## TASK ITEM
Read the data line by line and say how many lines contain the string "graph", giving the number alone.

## INFORMATION GIVEN
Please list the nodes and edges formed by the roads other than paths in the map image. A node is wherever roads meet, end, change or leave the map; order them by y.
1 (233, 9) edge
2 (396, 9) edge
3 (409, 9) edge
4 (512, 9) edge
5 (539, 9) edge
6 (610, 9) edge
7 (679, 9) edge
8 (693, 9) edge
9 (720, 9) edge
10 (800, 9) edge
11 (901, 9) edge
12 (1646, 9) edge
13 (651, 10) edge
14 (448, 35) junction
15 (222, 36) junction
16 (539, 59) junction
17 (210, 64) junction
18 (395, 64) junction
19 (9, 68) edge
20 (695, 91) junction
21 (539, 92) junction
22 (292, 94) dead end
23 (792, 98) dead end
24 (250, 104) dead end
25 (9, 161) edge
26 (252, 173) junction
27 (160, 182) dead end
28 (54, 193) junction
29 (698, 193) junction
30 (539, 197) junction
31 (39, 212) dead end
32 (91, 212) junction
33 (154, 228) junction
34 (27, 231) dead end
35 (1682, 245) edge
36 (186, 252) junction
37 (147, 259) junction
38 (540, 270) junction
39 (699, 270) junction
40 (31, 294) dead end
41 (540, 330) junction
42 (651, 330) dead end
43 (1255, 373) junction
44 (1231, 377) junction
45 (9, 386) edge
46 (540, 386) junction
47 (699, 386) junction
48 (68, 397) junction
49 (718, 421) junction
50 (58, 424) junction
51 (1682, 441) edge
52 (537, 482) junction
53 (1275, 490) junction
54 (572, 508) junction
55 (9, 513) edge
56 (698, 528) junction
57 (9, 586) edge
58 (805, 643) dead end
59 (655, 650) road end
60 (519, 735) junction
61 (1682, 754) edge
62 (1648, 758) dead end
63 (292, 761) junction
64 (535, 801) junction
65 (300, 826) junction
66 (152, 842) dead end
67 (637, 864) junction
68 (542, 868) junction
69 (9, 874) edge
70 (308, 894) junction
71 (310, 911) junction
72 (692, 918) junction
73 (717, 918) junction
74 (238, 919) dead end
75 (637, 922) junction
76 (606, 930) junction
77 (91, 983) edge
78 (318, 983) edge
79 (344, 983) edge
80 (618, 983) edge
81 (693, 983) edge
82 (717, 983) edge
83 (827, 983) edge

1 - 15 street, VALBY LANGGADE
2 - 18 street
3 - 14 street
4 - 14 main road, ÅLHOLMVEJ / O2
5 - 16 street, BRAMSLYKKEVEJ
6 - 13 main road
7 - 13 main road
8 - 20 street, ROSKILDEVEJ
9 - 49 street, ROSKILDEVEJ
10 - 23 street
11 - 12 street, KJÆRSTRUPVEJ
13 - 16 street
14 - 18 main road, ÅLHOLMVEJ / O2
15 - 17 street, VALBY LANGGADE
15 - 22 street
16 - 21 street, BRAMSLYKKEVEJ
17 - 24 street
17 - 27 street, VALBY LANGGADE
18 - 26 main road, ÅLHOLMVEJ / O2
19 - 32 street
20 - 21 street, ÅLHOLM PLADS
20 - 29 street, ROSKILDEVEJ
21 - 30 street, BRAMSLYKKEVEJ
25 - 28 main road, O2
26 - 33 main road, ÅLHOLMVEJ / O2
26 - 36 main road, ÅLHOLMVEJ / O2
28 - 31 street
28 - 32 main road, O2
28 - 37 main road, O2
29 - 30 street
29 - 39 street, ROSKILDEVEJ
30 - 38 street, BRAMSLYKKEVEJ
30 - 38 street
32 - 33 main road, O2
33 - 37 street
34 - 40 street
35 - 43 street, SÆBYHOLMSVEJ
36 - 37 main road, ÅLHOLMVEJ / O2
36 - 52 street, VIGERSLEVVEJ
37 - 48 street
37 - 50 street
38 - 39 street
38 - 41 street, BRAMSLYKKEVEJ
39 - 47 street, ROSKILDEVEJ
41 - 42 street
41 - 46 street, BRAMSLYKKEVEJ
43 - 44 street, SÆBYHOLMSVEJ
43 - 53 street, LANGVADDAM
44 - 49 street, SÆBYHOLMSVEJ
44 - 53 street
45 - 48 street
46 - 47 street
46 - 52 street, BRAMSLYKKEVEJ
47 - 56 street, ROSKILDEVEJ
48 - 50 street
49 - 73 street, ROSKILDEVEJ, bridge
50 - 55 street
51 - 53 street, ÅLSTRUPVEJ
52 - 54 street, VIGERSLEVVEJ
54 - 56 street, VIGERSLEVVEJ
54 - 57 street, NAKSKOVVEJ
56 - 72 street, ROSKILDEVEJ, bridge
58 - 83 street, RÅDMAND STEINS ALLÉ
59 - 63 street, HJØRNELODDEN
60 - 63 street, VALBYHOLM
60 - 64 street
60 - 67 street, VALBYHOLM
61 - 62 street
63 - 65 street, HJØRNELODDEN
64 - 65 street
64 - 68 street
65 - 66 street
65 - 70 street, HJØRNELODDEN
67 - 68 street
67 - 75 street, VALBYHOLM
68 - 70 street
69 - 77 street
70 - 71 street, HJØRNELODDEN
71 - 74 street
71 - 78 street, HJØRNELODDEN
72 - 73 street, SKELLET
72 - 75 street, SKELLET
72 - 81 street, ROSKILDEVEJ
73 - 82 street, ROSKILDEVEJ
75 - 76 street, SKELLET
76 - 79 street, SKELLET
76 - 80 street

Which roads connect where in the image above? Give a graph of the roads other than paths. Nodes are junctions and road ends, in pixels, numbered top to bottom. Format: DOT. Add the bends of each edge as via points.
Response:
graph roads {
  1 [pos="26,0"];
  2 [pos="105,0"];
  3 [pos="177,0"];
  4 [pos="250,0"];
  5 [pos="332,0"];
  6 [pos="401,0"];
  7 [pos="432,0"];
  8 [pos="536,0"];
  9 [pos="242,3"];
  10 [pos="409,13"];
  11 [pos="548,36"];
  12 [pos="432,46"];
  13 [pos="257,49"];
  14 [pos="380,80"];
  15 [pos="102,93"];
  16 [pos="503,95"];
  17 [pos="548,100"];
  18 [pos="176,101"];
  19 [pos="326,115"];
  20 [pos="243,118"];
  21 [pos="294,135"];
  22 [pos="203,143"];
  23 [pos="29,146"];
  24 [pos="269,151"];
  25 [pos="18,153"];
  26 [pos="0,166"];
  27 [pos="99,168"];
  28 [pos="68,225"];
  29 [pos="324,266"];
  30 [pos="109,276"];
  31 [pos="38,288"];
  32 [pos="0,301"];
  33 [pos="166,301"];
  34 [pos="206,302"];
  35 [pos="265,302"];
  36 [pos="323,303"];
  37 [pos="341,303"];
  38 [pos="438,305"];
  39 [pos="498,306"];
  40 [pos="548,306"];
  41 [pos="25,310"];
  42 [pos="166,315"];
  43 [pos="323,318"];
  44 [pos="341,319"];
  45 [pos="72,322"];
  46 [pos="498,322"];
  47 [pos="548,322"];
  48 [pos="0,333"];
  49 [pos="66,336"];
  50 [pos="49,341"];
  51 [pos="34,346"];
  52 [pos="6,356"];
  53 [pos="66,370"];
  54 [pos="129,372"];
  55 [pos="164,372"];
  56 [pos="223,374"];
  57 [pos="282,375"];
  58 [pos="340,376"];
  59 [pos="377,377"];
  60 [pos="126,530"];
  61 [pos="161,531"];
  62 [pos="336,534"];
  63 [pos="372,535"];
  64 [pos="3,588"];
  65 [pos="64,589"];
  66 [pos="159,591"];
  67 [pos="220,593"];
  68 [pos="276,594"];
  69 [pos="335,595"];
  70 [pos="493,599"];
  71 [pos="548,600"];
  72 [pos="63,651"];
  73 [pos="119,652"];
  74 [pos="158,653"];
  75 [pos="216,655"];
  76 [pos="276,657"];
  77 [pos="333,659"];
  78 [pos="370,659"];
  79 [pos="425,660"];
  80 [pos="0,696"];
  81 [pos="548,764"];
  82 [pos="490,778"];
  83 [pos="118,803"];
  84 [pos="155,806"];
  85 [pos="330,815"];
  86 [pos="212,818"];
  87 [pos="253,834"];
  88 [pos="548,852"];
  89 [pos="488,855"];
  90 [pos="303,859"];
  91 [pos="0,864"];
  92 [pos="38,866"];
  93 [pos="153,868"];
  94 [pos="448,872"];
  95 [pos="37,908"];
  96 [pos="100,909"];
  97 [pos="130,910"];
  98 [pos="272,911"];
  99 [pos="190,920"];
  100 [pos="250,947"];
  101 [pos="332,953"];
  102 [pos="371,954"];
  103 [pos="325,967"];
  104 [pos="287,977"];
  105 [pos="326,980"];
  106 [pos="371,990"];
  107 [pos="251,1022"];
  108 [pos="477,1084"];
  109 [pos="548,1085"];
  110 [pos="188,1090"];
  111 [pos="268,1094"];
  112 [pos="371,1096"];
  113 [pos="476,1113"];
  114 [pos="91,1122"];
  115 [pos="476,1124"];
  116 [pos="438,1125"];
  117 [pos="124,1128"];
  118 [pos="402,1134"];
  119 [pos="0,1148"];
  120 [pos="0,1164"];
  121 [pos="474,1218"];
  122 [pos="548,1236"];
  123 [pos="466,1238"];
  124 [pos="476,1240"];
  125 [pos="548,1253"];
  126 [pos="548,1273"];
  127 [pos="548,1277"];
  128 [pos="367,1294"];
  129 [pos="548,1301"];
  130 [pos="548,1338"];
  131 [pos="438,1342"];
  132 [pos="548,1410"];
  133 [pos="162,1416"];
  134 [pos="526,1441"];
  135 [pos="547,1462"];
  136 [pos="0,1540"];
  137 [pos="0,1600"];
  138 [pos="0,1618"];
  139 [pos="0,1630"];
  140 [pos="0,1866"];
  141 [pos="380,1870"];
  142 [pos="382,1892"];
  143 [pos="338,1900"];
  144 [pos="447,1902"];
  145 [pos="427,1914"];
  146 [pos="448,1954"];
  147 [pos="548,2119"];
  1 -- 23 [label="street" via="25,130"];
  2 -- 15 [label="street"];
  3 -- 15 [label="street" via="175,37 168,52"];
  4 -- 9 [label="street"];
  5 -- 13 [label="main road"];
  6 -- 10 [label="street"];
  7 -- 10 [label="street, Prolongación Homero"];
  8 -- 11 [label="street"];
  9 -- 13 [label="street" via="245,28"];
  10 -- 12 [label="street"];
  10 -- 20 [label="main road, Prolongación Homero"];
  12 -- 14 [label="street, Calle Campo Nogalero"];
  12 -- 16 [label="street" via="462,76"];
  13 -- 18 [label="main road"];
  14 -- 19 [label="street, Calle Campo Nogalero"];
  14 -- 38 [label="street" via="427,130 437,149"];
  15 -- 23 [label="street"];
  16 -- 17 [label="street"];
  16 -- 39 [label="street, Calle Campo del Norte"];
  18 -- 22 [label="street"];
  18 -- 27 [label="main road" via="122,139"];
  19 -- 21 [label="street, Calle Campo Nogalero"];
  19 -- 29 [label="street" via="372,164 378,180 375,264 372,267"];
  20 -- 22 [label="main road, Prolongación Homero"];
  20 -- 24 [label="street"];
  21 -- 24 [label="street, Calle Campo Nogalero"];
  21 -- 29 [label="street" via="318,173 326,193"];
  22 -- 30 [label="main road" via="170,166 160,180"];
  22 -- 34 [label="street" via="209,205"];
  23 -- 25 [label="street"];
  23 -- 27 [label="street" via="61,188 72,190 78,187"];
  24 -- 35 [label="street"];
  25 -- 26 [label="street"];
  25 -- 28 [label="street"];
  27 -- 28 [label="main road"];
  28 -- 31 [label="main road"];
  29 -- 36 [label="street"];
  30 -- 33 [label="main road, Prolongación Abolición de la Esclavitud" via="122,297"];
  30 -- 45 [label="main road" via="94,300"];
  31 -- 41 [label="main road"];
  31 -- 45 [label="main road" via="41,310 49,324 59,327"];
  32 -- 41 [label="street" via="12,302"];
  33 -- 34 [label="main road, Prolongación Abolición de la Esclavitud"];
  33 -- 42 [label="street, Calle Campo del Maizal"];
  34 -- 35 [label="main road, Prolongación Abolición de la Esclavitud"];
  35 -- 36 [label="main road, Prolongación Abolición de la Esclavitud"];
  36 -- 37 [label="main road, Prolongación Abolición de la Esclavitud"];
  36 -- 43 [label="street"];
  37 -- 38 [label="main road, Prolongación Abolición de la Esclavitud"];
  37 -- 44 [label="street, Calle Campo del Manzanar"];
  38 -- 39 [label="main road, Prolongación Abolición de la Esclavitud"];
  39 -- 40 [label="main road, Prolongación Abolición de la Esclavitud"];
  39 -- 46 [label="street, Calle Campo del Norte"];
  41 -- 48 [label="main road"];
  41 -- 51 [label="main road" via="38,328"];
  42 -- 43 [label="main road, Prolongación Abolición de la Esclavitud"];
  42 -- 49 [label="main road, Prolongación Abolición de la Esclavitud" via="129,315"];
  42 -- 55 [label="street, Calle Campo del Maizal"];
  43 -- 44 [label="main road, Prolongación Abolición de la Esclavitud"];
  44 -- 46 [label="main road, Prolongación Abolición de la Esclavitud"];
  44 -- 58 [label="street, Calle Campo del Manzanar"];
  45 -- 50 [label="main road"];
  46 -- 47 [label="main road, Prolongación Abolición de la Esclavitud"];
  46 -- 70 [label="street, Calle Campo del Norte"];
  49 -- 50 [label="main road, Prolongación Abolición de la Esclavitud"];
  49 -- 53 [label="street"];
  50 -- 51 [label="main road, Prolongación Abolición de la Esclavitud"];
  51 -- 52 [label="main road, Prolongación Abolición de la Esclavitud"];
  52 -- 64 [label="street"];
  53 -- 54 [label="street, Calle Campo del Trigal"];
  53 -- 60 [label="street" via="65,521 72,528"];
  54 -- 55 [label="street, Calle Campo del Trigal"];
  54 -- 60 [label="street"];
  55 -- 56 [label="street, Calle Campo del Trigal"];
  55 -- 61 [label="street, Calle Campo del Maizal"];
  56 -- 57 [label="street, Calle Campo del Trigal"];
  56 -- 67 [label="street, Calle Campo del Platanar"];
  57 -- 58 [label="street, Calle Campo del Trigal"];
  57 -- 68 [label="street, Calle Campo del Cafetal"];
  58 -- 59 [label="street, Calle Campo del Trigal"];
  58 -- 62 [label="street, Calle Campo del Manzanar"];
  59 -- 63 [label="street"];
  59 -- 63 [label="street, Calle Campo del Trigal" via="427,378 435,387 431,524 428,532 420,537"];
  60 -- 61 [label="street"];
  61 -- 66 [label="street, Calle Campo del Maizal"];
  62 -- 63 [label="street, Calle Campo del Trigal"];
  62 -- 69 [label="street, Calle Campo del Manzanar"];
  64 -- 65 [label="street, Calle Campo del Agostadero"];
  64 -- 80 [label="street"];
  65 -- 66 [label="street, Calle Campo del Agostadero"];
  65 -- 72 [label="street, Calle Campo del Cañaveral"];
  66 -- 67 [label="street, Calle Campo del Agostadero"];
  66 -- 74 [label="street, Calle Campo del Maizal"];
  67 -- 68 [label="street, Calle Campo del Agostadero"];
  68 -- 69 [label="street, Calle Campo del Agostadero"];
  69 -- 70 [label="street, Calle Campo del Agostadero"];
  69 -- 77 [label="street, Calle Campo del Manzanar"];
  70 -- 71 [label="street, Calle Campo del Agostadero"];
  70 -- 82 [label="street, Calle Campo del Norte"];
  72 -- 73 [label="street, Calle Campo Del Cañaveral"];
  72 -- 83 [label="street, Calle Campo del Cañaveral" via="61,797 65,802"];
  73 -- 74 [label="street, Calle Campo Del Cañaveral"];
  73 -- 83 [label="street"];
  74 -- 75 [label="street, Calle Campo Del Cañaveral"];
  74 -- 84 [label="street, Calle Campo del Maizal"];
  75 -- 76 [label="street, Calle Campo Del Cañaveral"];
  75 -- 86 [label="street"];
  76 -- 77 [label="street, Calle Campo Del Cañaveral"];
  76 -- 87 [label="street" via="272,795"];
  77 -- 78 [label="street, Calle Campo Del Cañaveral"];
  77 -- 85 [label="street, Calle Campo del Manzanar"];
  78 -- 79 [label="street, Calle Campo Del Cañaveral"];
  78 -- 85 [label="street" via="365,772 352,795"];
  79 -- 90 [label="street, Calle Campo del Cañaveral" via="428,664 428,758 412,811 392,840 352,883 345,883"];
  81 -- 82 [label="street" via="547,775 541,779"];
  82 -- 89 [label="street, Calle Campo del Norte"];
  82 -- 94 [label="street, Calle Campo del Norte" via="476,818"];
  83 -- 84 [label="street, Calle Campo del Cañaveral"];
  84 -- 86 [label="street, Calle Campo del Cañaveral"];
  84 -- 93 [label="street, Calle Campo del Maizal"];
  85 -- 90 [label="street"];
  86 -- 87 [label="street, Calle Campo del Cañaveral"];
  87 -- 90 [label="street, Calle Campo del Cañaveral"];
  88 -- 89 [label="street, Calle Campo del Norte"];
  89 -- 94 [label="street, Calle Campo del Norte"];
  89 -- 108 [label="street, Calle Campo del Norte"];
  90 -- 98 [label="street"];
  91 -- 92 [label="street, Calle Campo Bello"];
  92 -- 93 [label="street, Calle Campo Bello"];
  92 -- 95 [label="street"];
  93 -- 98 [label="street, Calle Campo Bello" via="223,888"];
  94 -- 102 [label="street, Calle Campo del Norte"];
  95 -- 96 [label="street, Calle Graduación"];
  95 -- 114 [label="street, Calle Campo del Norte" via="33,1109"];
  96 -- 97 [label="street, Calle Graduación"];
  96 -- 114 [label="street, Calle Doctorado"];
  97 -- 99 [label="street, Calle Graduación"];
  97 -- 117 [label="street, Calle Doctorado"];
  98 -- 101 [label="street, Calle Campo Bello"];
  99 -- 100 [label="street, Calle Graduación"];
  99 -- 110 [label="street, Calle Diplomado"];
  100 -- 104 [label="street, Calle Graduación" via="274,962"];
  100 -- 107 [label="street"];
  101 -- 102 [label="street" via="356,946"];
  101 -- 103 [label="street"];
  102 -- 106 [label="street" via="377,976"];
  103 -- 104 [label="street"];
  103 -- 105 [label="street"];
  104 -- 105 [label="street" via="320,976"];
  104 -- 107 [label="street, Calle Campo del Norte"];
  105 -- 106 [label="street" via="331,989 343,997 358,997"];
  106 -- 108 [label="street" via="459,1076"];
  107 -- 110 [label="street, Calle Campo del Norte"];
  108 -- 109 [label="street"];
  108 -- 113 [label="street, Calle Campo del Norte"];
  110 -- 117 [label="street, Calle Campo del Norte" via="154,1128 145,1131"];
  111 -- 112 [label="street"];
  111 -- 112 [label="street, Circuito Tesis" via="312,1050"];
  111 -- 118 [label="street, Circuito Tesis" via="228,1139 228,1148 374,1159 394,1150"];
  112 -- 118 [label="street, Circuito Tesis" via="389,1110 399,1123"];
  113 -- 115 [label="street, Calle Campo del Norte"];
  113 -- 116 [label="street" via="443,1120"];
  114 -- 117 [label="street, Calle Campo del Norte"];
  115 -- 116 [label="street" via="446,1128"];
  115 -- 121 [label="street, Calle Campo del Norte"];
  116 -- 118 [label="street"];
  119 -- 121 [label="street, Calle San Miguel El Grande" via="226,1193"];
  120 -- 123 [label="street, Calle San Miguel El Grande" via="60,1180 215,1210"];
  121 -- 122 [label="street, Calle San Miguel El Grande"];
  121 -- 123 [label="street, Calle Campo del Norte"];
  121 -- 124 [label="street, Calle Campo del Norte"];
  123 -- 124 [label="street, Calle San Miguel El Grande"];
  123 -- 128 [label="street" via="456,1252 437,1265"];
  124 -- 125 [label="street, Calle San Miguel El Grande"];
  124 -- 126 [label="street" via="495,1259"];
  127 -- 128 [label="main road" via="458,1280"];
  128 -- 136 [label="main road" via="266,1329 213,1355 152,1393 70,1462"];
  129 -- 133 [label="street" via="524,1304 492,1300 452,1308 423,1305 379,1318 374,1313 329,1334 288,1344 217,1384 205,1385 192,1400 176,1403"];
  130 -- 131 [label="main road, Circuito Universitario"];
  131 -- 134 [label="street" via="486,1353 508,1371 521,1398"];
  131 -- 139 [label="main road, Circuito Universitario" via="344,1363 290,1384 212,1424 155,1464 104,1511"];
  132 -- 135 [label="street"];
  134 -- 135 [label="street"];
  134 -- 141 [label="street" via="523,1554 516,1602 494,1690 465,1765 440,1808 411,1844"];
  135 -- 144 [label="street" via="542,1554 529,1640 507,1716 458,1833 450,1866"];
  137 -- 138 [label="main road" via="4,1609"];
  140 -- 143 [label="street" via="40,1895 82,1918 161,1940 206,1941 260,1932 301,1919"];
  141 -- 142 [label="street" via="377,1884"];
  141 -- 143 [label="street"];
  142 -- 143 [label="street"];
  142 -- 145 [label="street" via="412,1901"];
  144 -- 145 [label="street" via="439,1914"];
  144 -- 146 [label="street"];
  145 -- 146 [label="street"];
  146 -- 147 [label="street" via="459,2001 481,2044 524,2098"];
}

## ANSWER FOR THIS EXERCISE
2